The American Conservative, 20 April 2009

http://www.amconmag.com/issue/2009/apr/20/

humane-economyAn old, and possibly apocryphal, story anchors Dermot Quinn’s appreciation of twentieth century German-Swiss economist Wilhelm Röpke.   Röpke was walking along a road with Ludwig von Mises, the great champion of free-market economics.  The two saw a neighborhood garden in a crowded urban center.  Seeing land that was in high demand for residential and commercial development given over to an elaborate tangle of separate plots and shared irrigation,Mises sniffed that it was “a most inefficient way of producing vegetables.”  Perhaps so, said Röpke.  “But it is a most efficient way of producing human happiness.”  Röpke has attracted every label in economics, from socialist to free marketer.  None of those labels really fit Röpke, because they all classify thinkers by which answer they offer to questions about what sort of economic system allocates resources most efficiently.  These questions struck Röpke as absurd.  Though as a technical economist Röpke had few peers, his interests were always in human beings and their development, not in any of the fashionable abstractions of his time such as “The Economy” or “The Market” or “The State” or “The Proletarian Revolution” or “The Aryan Race.”     

Barack Obama was elected president with the votes of millions of Americans who had had enough of war.  Now that Mr O has announced plans to increase troop levels in Afghanistan and officials of his administration have suggested that they may expand the Afghan war into Pakistan, his antiwar supporters are hardly raising a peep.  This leads Justin Raimondo to ask “Was the Left antiwar or just anti-Bush?”  Raimondo started antiwar.com when President Bill Clinton ordered US forces to bomb Serbia in 1999.  At the same time, your humble correspondent was also active in the antiwar movement.  Like Raimondo, I was struck by the passivity with which the supposedly dovish members of the Democratic Party went along with that adventure.  I’d always been curious about the antiwar Right, ever since I was a little kid hearing my parents reminisce about how their staunchly Republican parents had opposed FDR’s military interventionism with the same fervor that they opposed his economic interventionism.  After 1999, I was convinced that the “Old Right” was indispensible to any effort to break America of its addiction to warfare. 

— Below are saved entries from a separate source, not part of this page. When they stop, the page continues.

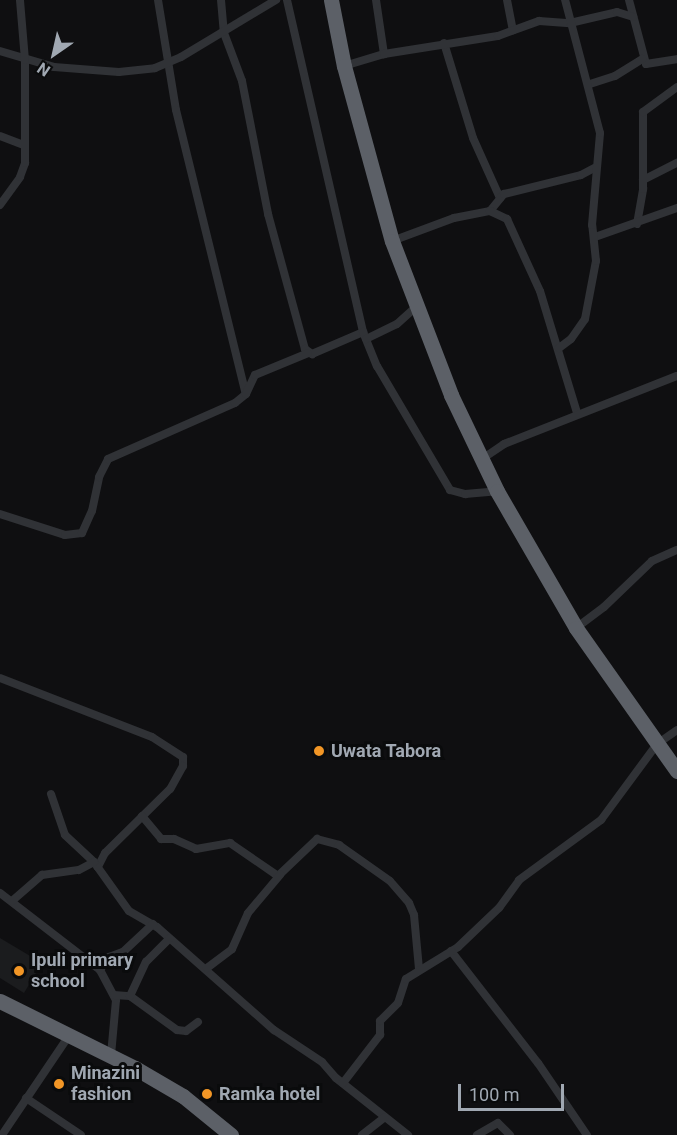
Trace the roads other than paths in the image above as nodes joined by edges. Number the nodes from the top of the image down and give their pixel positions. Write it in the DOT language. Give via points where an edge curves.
graph roads {
  1 [pos="20,0"];
  2 [pos="158,0"];
  3 [pos="221,0"];
  4 [pos="276,0"];
  5 [pos="287,0"];
  6 [pos="332,0"];
  7 [pos="376,0"];
  8 [pos="507,0"];
  9 [pos="565,0"];
  10 [pos="628,0"];
  11 [pos="633,17"];
  12 [pos="570,23"];
  13 [pos="513,30"];
  14 [pos="224,33"];
  15 [pos="444,43"];
  16 [pos="0,51"];
  17 [pos="384,54"];
  18 [pos="642,59"];
  19 [pos="677,59"];
  20 [pos="25,60"];
  21 [pos="167,64"];
  22 [pos="344,66"];
  23 [pos="590,84"];
  24 [pos="677,87"];
  25 [pos="0,136"];
  26 [pos="24,145"];
  27 [pos="677,164"];
  28 [pos="594,168"];
  29 [pos="643,180"];
  30 [pos="500,198"];
  31 [pos="0,205"];
  32 [pos="677,208"];
  33 [pos="490,211"];
  34 [pos="637,224"];
  35 [pos="595,237"];
  36 [pos="392,241"];
  37 [pos="416,307"];
  38 [pos="364,336"];
  39 [pos="559,348"];
  40 [pos="308,353"];
  41 [pos="677,376"];
  42 [pos="246,394"];
  43 [pos="577,413"];
  44 [pos="482,459"];
  45 [pos="497,491"];
  46 [pos="0,514"];
  47 [pos="677,550"];
  48 [pos="576,628"];
  49 [pos="0,678"];
  50 [pos="677,730"];
  51 [pos="657,744"];
  52 [pos="677,771"];
  53 [pos="51,794"];
  54 [pos="142,816"];
  55 [pos="96,864"];
  56 [pos="280,875"];
  57 [pos="0,893"];
  58 [pos="12,901"];
  59 [pos="153,924"];
  60 [pos="169,939"];
  61 [pos="451,951"];
  62 [pos="207,968"];
  63 [pos="419,969"];
  64 [pos="100,970"];
  65 [pos="114,995"];
  66 [pos="130,996"];
  67 [pos="0,1001"];
  68 [pos="198,1022"];
  69 [pos="70,1034"];
  70 [pos="111,1054"];
  71 [pos="343,1083"];
  72 [pos="26,1098"];
  73 [pos="386,1117"];
  74 [pos="2,1135"];
  75 [pos="81,1135"];
  76 [pos="231,1135"];
  77 [pos="362,1135"];
  78 [pos="408,1135"];
  79 [pos="477,1135"];
  80 [pos="510,1135"];
  81 [pos="587,1135"];
  1 -- 20 [label="street"];
  2 -- 21 [label="street"];
  3 -- 14 [label="street"];
  4 -- 14 [label="street"];
  5 -- 38 [label="street"];
  6 -- 22 [label="highway"];
  7 -- 17 [label="street"];
  8 -- 13 [label="street"];
  9 -- 12 [label="street"];
  10 -- 11 [label="street"];
  11 -- 12 [label="street" via="617,12"];
  11 -- 18 [label="street"];
  12 -- 13 [label="street" via="539,21"];
  12 -- 23 [label="street"];
  13 -- 15 [label="street"];
  14 -- 21 [label="street"];
  14 -- 40 [label="street" via="242,81 268,214"];
  15 -- 17 [label="street"];
  15 -- 30 [label="street" via="473,138"];
  16 -- 20 [label="street"];
  17 -- 22 [label="street"];
  18 -- 19 [label="street" via="652,65"];
  18 -- 23 [label="street" via="615,76"];
  20 -- 21 [label="street" via="54,67 119,72"];
  20 -- 26 [label="street"];
  21 -- 42 [label="street"];
  22 -- 36 [label="highway"];
  23 -- 28 [label="street" via="600,124"];
  24 -- 29 [label="street" via="643,112"];
  25 -- 26 [label="street"];
  26 -- 31 [label="street" via="20,177"];
  27 -- 29 [label="street"];
  28 -- 30 [label="street"];
  28 -- 35 [label="street"];
  29 -- 34 [label="street"];
  30 -- 33 [label="street"];
  32 -- 34 [label="street"];
  33 -- 36 [label="street" via="432,224"];
  33 -- 39 [label="street" via="507,219 536,279"];
  34 -- 35 [label="street"];
  35 -- 39 [label="street" via="596,261 585,319"];
  36 -- 37 [label="highway"];
  37 -- 38 [label="street" via="397,324"];
  37 -- 44 [label="highway"];
  38 -- 40 [label="street"];
  38 -- 45 [label="street" via="388,387 446,486 465,494"];
  39 -- 43 [label="street"];
  40 -- 42 [label="street" via="255,375"];
  41 -- 43 [label="street"];
  42 -- 46 [label="street" via="220,411 107,460 82,533 65,535"];
  43 -- 44 [label="street" via="504,444"];
  44 -- 45 [label="highway"];
  45 -- 48 [label="highway"];
  47 -- 48 [label="street" via="652,561"];
  48 -- 51 [label="highway"];
  49 -- 54 [label="street" via="124,725 179,752 182,769 164,796"];
  50 -- 51 [label="street"];
  51 -- 52 [label="highway"];
  51 -- 61 [label="street" via="602,819 519,880 499,908"];
  53 -- 55 [label="street" via="64,835"];
  54 -- 55 [label="street"];
  54 -- 56 [label="street" via="161,839 174,839 196,849 230,843"];
  55 -- 58 [label="street" via="42,875"];
  55 -- 59 [label="street" via="129,911"];
  56 -- 62 [label="street" via="248,913 232,949"];
  56 -- 63 [label="street" via="317,839 354,854 390,881 412,907"];
  57 -- 58 [label="street"];
  58 -- 64 [label="street"];
  59 -- 60 [label="street"];
  59 -- 64 [label="street" via="123,952 110,955"];
  60 -- 62 [label="street"];
  60 -- 66 [label="street" via="146,962"];
  61 -- 63 [label="street"];
  61 -- 81 [label="street" via="538,1063"];
  62 -- 71 [label="street" via="274,1030 322,1062"];
  63 -- 71 [label="street" via="406,979 398,1003 380,1021 380,1035"];
  64 -- 65 [label="street"];
  65 -- 66 [label="street"];
  65 -- 70 [label="street"];
  66 -- 68 [label="street" via="177,1030 186,1031"];
  67 -- 69 [label="highway"];
  69 -- 70 [label="highway"];
  69 -- 72 [label="street"];
  70 -- 76 [label="highway" via="183,1096"];
  71 -- 73 [label="street"];
  72 -- 74 [label="street"];
  72 -- 75 [label="street"];
  73 -- 77 [label="street"];
  73 -- 78 [label="street"];
  79 -- 80 [label="street" via="494,1123"];
}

The “Deep Background” column is less pessimistic about Afghanistan, pointing out that while “the nation-building agenda” that Mr O has publicly espoused for Afghanistan “is unrealistic and likely unattainable, a security framework to facilitate the kind of limited political consensus that would permit American withdrawal might just be achievable.”  So, the grounds for hope is that the stated purposes of Mr O’s actions in Afghanistan are so patently absurd that they likely mask an unstated plan to withdraw American forces from the country. 

Peter Hitchens, whose brother is also a magazine journalist, worries that all is not well in the new South Africa.  President-designate Jacob Zuma’s fondness for the song “Bring Me My Machine Gun,” his closeness to the South African Communist Party, his refusal to be interviewed by journalists, his open practice of polygamy, his public boasts that he used to make a habit of beating homosexuals senseless, his apparent belief that HIV-AIDS is something that can be cured by a nice hot shower, and his former role as the defendant in a rape trial all combine to suggest to Hitchens that Zuma might be something less than the ideal leader for South Africa at this particular moment in its history.